## Your assignment
Go through the listing below and return each line that includes "Ngách".

## Entries provided

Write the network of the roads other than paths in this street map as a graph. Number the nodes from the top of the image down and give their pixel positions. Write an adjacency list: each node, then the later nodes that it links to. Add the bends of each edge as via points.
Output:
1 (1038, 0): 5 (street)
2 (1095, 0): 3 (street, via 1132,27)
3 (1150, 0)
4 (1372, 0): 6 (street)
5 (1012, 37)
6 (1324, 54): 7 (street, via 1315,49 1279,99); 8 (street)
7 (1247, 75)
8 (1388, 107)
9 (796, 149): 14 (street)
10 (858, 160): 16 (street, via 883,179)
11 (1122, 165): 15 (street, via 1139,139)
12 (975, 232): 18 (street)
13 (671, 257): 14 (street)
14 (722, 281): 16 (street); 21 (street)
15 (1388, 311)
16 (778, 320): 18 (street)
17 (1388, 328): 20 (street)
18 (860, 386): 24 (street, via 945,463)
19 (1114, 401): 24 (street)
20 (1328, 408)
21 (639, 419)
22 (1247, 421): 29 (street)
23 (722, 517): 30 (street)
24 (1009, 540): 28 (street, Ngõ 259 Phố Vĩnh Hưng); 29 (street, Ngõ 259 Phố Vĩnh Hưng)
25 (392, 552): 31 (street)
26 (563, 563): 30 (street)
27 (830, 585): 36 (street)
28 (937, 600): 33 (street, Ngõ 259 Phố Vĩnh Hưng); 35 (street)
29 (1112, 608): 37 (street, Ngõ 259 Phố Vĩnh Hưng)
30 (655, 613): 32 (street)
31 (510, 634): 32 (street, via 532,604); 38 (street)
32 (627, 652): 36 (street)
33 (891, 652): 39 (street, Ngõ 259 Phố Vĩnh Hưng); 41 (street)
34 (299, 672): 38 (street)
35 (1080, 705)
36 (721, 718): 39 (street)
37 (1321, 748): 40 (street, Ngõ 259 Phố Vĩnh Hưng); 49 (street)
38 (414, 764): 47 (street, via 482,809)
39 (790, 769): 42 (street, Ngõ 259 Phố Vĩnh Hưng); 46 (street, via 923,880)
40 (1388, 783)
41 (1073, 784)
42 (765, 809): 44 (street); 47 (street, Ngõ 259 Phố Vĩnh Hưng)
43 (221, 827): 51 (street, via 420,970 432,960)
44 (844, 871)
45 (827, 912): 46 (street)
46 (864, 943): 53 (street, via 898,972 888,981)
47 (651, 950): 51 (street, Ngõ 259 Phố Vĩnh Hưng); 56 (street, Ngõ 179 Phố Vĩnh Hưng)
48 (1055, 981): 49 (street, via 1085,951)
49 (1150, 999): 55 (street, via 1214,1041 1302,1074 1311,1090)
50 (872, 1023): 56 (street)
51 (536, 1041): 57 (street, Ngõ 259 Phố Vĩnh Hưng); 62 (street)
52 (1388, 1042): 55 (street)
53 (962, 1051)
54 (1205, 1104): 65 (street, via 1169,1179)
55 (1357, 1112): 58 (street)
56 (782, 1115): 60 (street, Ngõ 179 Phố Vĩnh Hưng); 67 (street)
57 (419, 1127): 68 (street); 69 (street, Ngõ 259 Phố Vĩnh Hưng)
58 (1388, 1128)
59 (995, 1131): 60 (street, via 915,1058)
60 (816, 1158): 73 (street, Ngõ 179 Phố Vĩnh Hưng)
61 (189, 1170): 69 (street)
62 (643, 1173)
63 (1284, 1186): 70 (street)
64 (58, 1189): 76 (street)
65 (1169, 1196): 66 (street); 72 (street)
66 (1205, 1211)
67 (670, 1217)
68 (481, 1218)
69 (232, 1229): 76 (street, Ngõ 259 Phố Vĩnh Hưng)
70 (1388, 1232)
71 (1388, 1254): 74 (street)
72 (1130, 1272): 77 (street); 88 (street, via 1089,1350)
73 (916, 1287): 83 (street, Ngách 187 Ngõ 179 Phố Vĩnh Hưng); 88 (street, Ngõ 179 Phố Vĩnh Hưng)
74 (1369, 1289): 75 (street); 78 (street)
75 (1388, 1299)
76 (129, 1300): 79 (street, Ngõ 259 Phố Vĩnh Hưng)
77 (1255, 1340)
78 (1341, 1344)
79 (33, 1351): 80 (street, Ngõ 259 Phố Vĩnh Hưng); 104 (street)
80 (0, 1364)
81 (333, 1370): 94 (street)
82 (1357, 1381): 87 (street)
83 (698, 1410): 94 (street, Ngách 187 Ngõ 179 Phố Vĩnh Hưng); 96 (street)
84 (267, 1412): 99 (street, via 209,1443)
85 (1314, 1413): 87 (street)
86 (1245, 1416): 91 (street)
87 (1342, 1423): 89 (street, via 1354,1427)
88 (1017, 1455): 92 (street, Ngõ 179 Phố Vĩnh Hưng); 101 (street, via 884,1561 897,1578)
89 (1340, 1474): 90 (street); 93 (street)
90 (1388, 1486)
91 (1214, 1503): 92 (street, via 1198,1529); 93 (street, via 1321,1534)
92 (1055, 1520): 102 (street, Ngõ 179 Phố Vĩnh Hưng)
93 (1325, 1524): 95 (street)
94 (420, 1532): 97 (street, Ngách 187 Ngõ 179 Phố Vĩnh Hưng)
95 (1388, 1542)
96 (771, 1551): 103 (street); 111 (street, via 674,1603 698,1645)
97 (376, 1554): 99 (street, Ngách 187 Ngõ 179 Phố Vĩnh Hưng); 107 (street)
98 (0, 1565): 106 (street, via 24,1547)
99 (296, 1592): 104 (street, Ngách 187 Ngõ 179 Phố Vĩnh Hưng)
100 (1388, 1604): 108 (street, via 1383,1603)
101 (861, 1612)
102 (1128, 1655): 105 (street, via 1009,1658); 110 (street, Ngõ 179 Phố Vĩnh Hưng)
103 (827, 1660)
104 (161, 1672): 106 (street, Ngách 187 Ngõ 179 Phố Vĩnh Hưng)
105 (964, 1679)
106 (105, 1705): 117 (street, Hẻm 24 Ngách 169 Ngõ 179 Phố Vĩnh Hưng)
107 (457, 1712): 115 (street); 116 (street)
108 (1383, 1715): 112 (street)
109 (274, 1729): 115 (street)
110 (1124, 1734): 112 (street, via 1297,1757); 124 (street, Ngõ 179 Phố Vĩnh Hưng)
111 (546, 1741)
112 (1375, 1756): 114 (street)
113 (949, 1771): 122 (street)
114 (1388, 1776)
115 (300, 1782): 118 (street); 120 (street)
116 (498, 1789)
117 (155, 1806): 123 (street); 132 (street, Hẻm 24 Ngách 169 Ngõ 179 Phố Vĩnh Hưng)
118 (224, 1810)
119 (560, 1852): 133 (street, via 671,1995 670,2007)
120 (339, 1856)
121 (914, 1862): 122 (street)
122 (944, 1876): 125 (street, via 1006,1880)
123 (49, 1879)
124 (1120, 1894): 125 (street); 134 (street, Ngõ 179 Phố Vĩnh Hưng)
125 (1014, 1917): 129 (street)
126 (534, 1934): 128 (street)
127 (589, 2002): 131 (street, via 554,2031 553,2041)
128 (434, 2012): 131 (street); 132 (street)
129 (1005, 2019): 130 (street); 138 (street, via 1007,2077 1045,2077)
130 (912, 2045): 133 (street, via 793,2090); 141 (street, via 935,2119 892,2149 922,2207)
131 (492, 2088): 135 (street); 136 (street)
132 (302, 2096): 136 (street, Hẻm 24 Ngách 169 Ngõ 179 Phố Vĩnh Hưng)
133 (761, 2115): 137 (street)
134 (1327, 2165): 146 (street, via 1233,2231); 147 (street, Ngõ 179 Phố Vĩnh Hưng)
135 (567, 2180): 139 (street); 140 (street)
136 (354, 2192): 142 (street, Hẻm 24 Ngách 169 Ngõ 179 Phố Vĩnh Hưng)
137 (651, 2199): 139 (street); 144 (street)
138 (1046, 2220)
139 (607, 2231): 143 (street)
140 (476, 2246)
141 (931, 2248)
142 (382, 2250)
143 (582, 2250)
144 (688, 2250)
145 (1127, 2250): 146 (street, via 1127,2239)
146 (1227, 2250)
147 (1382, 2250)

## Task result
73 (916, 1287): 83 (street, Ngách 187 Ngõ 179 Phố Vĩnh Hưng); 88 (street, Ngõ 179 Phố Vĩnh Hưng)
83 (698, 1410): 94 (street, Ngách 187 Ngõ 179 Phố Vĩnh Hưng); 96 (street)
94 (420, 1532): 97 (street, Ngách 187 Ngõ 179 Phố Vĩnh Hưng)
97 (376, 1554): 99 (street, Ngách 187 Ngõ 179 Phố Vĩnh Hưng); 107 (street)
99 (296, 1592): 104 (street, Ngách 187 Ngõ 179 Phố Vĩnh Hưng)
104 (161, 1672): 106 (street, Ngách 187 Ngõ 179 Phố Vĩnh Hưng)
106 (105, 1705): 117 (street, Hẻm 24 Ngách 169 Ngõ 179 Phố Vĩnh Hưng)
117 (155, 1806): 123 (street); 132 (street, Hẻm 24 Ngách 169 Ngõ 179 Phố Vĩnh Hưng)
132 (302, 2096): 136 (street, Hẻm 24 Ngách 169 Ngõ 179 Phố Vĩnh Hưng)
136 (354, 2192): 142 (street, Hẻm 24 Ngách 169 Ngõ 179 Phố Vĩnh Hưng)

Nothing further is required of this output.